Loads of companies have tried to do it with various products and with varying degrees of success, including Intel processors, Microsoft software, Tiffany jewelry, Swarovski crystal, Dyson vacuums, and certain "premier" manufacturers of everything from wine and watches to guns and knife sharpening systems.
In every case, it really comes down to the same five factors that enable that holy grail of sales strategy:
- Perceived or real high demand and limited supply
- Unique and superior value proposition or brand perception
- Perceived or real monopoly
- High enough margins to support a robust channel support infrastructure
- Clear, top-down sales / channel strategy and disciplined execution
The bottom line is it can be done, given certain factors.
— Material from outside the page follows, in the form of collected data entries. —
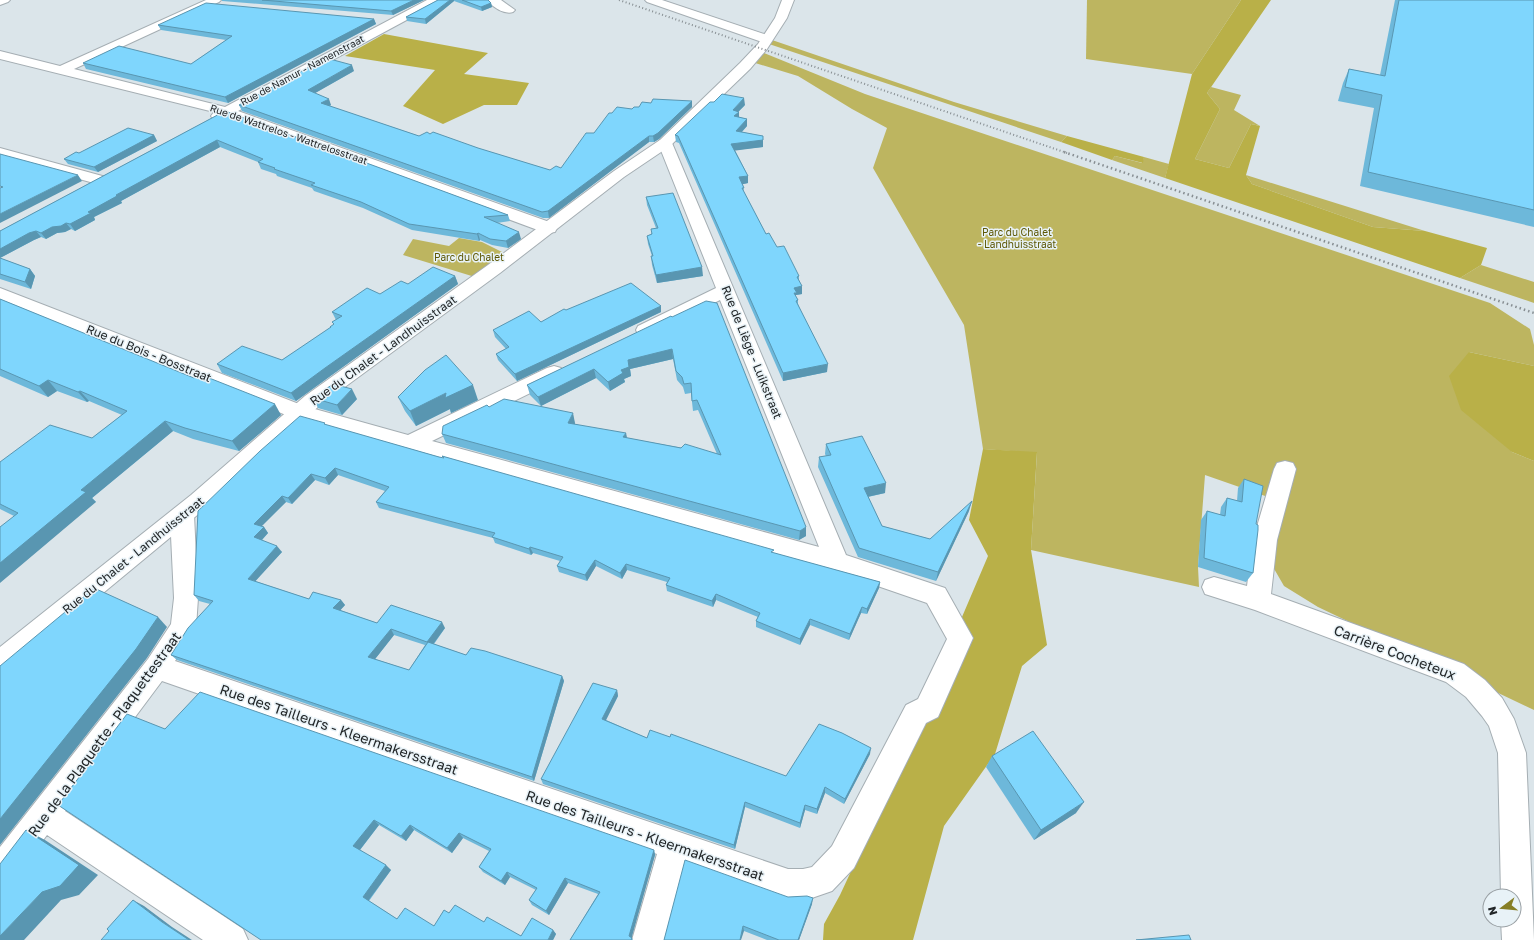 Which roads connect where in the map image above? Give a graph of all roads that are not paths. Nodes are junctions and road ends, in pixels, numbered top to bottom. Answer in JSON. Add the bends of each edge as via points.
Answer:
{"nodes":[{"id":1,"x":4,"y":0,"type":"edge"},
{"id":2,"x":436,"y":0,"type":"edge"},
{"id":3,"x":493,"y":0,"type":"edge"},
{"id":4,"x":651,"y":0,"type":"edge"},
{"id":5,"x":788,"y":0,"type":"edge"},
{"id":6,"x":0,"y":2,"type":"edge"},
{"id":7,"x":215,"y":3,"type":"edge"},
{"id":8,"x":509,"y":10,"type":"dead end"},
{"id":9,"x":371,"y":19,"type":"edge"},
{"id":10,"x":394,"y":21,"type":"junction"},
{"id":11,"x":766,"y":39,"type":"junction"},
{"id":12,"x":0,"y":55,"type":"edge"},
{"id":13,"x":62,"y":70,"type":"junction"},
{"id":14,"x":226,"y":111,"type":"junction"},
{"id":15,"x":205,"y":123,"type":"edge"},
{"id":16,"x":665,"y":143,"type":"junction"},
{"id":17,"x":0,"y":152,"type":"edge"},
{"id":18,"x":115,"y":172,"type":"edge"},
{"id":19,"x":101,"y":180,"type":"junction"},
{"id":20,"x":81,"y":190,"type":"edge"},
{"id":21,"x":549,"y":228,"type":"junction"},
{"id":22,"x":726,"y":290,"type":"junction"},
{"id":23,"x":0,"y":294,"type":"edge"},
{"id":24,"x":626,"y":339,"type":"edge"},
{"id":25,"x":568,"y":366,"type":"edge"},
{"id":26,"x":298,"y":412,"type":"junction"},
{"id":27,"x":410,"y":443,"type":"junction"},
{"id":28,"x":1285,"y":469,"type":"dead end"},
{"id":29,"x":182,"y":515,"type":"junction"},
{"id":30,"x":837,"y":562,"type":"junction"},
{"id":31,"x":1214,"y":587,"type":"dead end"},
{"id":32,"x":936,"y":595,"type":"joint"},
{"id":33,"x":1258,"y":600,"type":"junction"},
{"id":34,"x":0,"y":663,"type":"edge"},
{"id":35,"x":157,"y":667,"type":"junction"},
{"id":36,"x":45,"y":816,"type":"junction"},
{"id":37,"x":675,"y":845,"type":"junction"},
{"id":38,"x":0,"y":872,"type":"edge"},
{"id":39,"x":232,"y":940,"type":"edge"},
{"id":40,"x":648,"y":940,"type":"edge"},
{"id":41,"x":1518,"y":940,"type":"edge"}],
"edges":[{"from":1,"to":6,"type":"street"},
{"from":2,"to":10,"type":"street","name":"Rue de Namur - Namenstraat"},
{"from":3,"to":8,"type":"street"},
{"from":4,"to":11,"type":"street"},
{"from":5,"to":11,"type":"street","name":"Rue du Chalet - Landhuisstraat","via":[[781,18]]},
{"from":7,"to":13,"type":"street"},
{"from":9,"to":10,"type":"street"},
{"from":10,"to":14,"type":"street","name":"Rue de Namur - Namenstraat"},
{"from":11,"to":16,"type":"street","name":"Rue du Chalet - Landhuisstraat","via":[[745,66]]},
{"from":12,"to":13,"type":"street","name":"Rue de Wattrelos - Wattrelosstraat"},
{"from":13,"to":14,"type":"street","name":"Rue de Wattrelos - Wattrelosstraat"},
{"from":14,"to":15,"type":"street","name":"Rue de Namur - Namenstraat"},
{"from":14,"to":21,"type":"street","name":"Rue de Wattrelos - Wattrelosstraat"},
{"from":16,"to":21,"type":"street","name":"Rue du Chalet - Landhuisstraat","via":[[619,174]]},
{"from":16,"to":22,"type":"street","name":"Rue de Liège - Luikstraat"},
{"from":17,"to":19,"type":"street"},
{"from":18,"to":19,"type":"street"},
{"from":19,"to":20,"type":"street"},
{"from":21,"to":26,"type":"street","name":"Rue du Chalet - Landhuisstraat"},
{"from":22,"to":24,"type":"street"},
{"from":22,"to":30,"type":"street","name":"Rue de Liège - Luikstraat"},
{"from":23,"to":26,"type":"street","name":"Rue du Bois - Bosstraat"},
{"from":25,"to":27,"type":"street"},
{"from":26,"to":27,"type":"street","name":"Rue du Bois - Bosstraat"},
{"from":26,"to":29,"type":"street","name":"Rue du Chalet - Landhuisstraat"},
{"from":27,"to":30,"type":"street","name":"Rue du Bois - Bosstraat"},
{"from":28,"to":33,"type":"street","via":[[1265,540]]},
{"from":29,"to":34,"type":"street","name":"Rue du Chalet - Landhuisstraat"},
{"from":29,"to":35,"type":"street","name":"Rue de la Plaquette - Plaquettestraat","via":[[186,598],[183,627]]},
{"from":30,"to":32,"type":"street","name":"Rue du Bois - Bosstraat"},
{"from":31,"to":33,"type":"street","name":"Carrière Cocheteux"},
{"from":32,"to":37,"type":"street","name":"Rue des Tailleurs - Kleermakersstraat","via":[[960,638],[928,708],[916,714],[843,857],[821,880],[788,885]]},
{"from":33,"to":41,"type":"street","name":"Carrière Cocheteux","via":[[1455,673],[1475,687],[1492,707],[1502,723],[1512,753]]},
{"from":35,"to":36,"type":"street","name":"Rue de la Plaquette - Plaquettestraat"},
{"from":35,"to":37,"type":"street","name":"Rue des Tailleurs - Kleermakersstraat"},
{"from":36,"to":38,"type":"street","name":"Rue de la Plaquette - Plaquettestraat"},
{"from":36,"to":39,"type":"street"},
{"from":37,"to":40,"type":"street"}]}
And those factors change over time.
So, if you've got a company and a product where some of those five factors exist, by all means, develop and execute the most airtight sales channel and pricing strategy you can and milk it for as long as you can. Go ahead, sell like Apple, if you can. Just make sure you keep an eye on market conditions because, in time, they'll change, and you want to be as proactive as possible when or, better still, before they do.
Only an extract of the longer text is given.